Inilah 5 Kisah Dahsyat Agar Hidup Kamu Lebih Hebat!

Ketika Allah memberi satu nikmat kepada seorang hamba, lalu mencabut nikmat itu darinya, kemudian Allah menggantinya dengan kesabaran, sesungguhnya kesabaran yang Allah berikan itu lebih baik dari pada nikmat yang dicabut. (Umar bin Abdul Aziz)

Ketika satu pintu kebahagiaan tertutup, pintu yang lain dibukakan. Tetapi kita terlalu lama memandangi pintu yang tertutup. Simaklah kisah-kisah dahsyat berikut ini:

Kisah 1: Orang yang Paling Pandai Bersyukur

Ada sebuah kisah menarik tentang tiga orang yang sedang tidur di hutan belantara.

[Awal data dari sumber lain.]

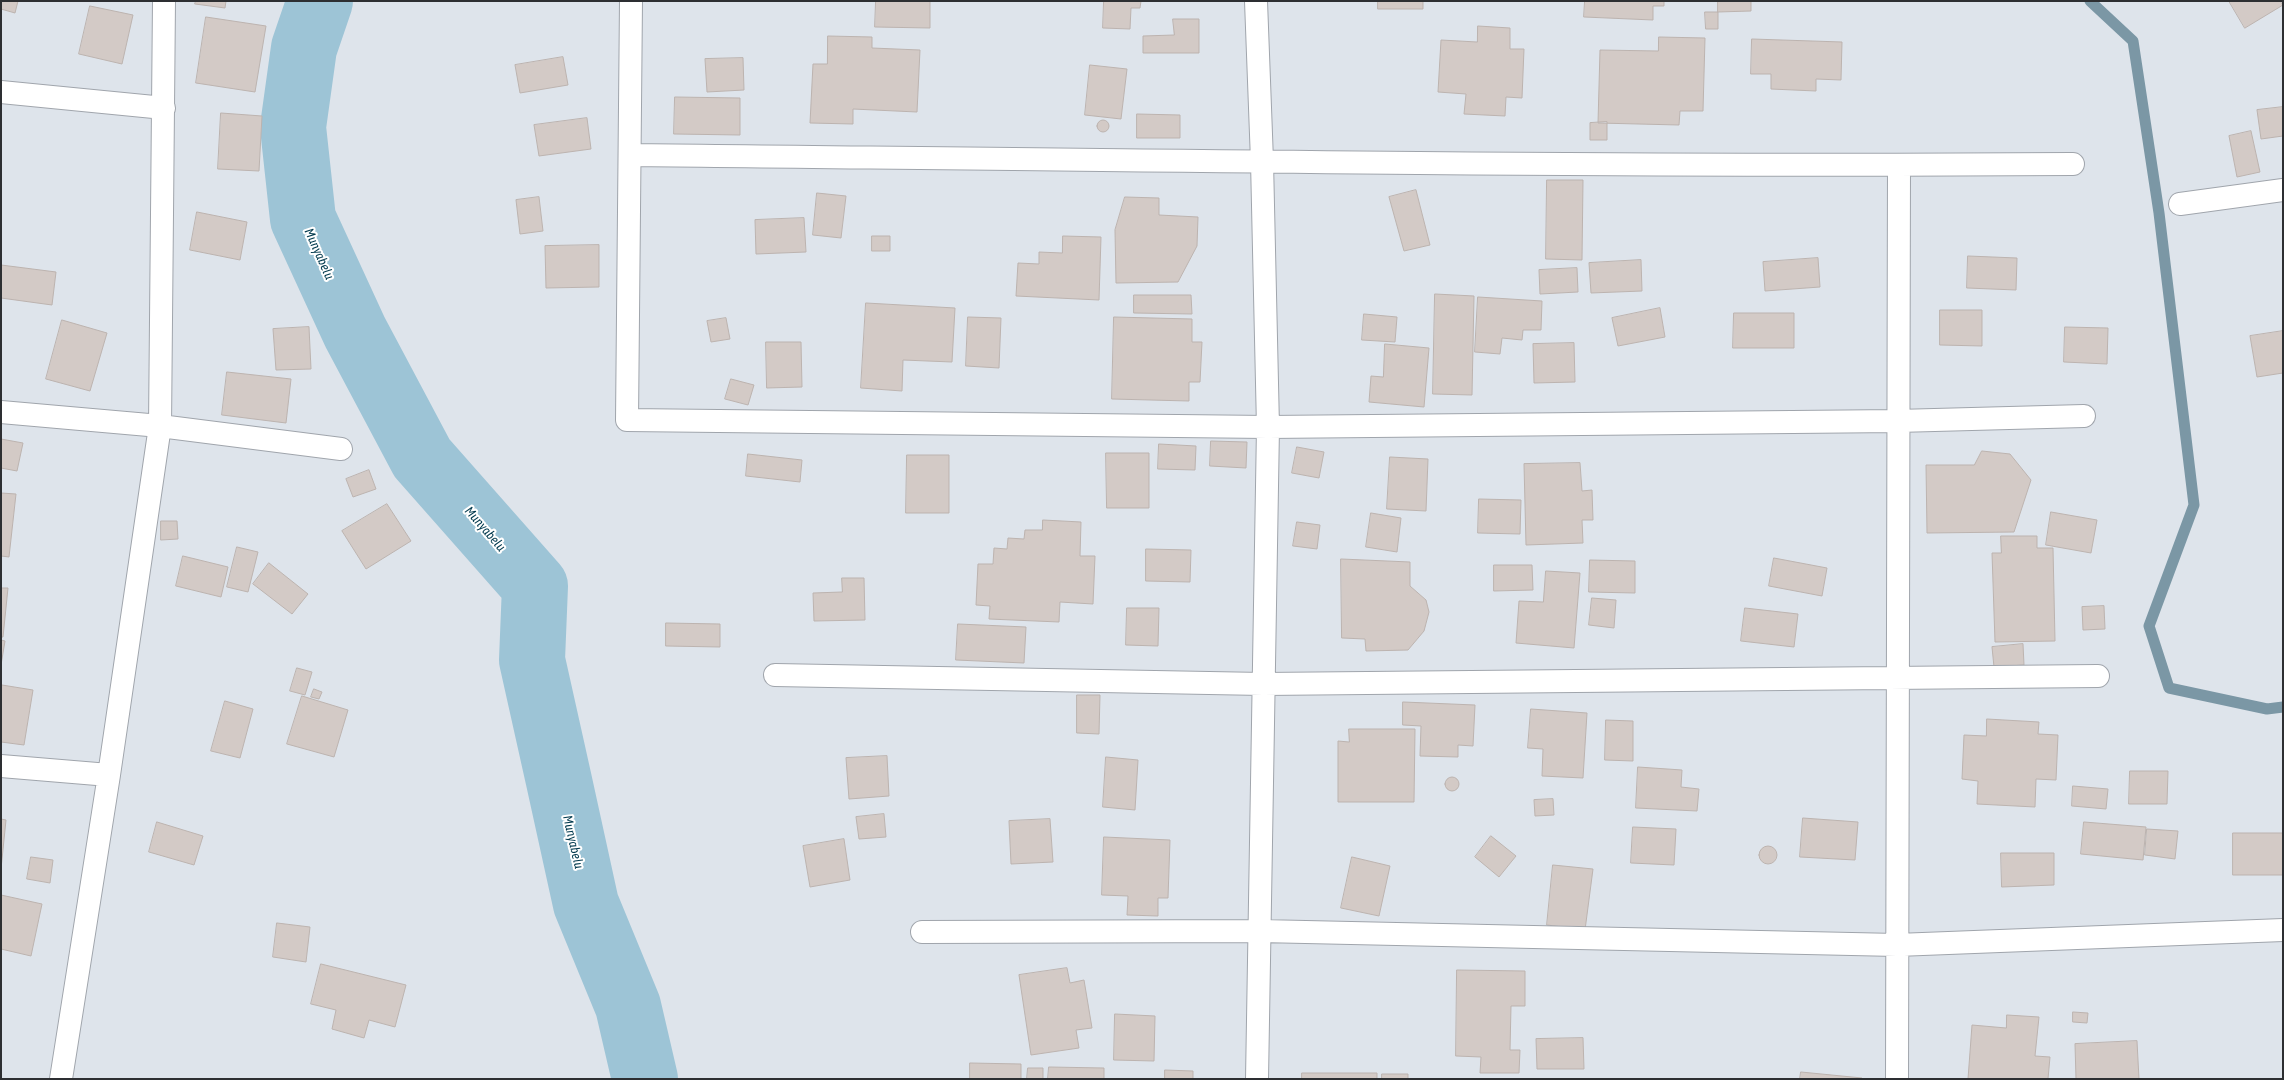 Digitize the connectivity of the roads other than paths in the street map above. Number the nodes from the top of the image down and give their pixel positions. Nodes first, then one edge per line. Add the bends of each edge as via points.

Tanpa mereka sadari, ketiga kuda tunggangannya kabur. Hal ini diketahui oleh sang raja bijaksana yang kebetulan sedang berburu di hutan yang sama. Sang raja merasa kasihan dan tidak tega melihat kondisi ketiga orang tersebut. Akhirnya, sang raja mengutus anak buahnya untuk mengirimkan tiga ekor kuda yang dilengkapi dengan perbekalaan kepada mereka.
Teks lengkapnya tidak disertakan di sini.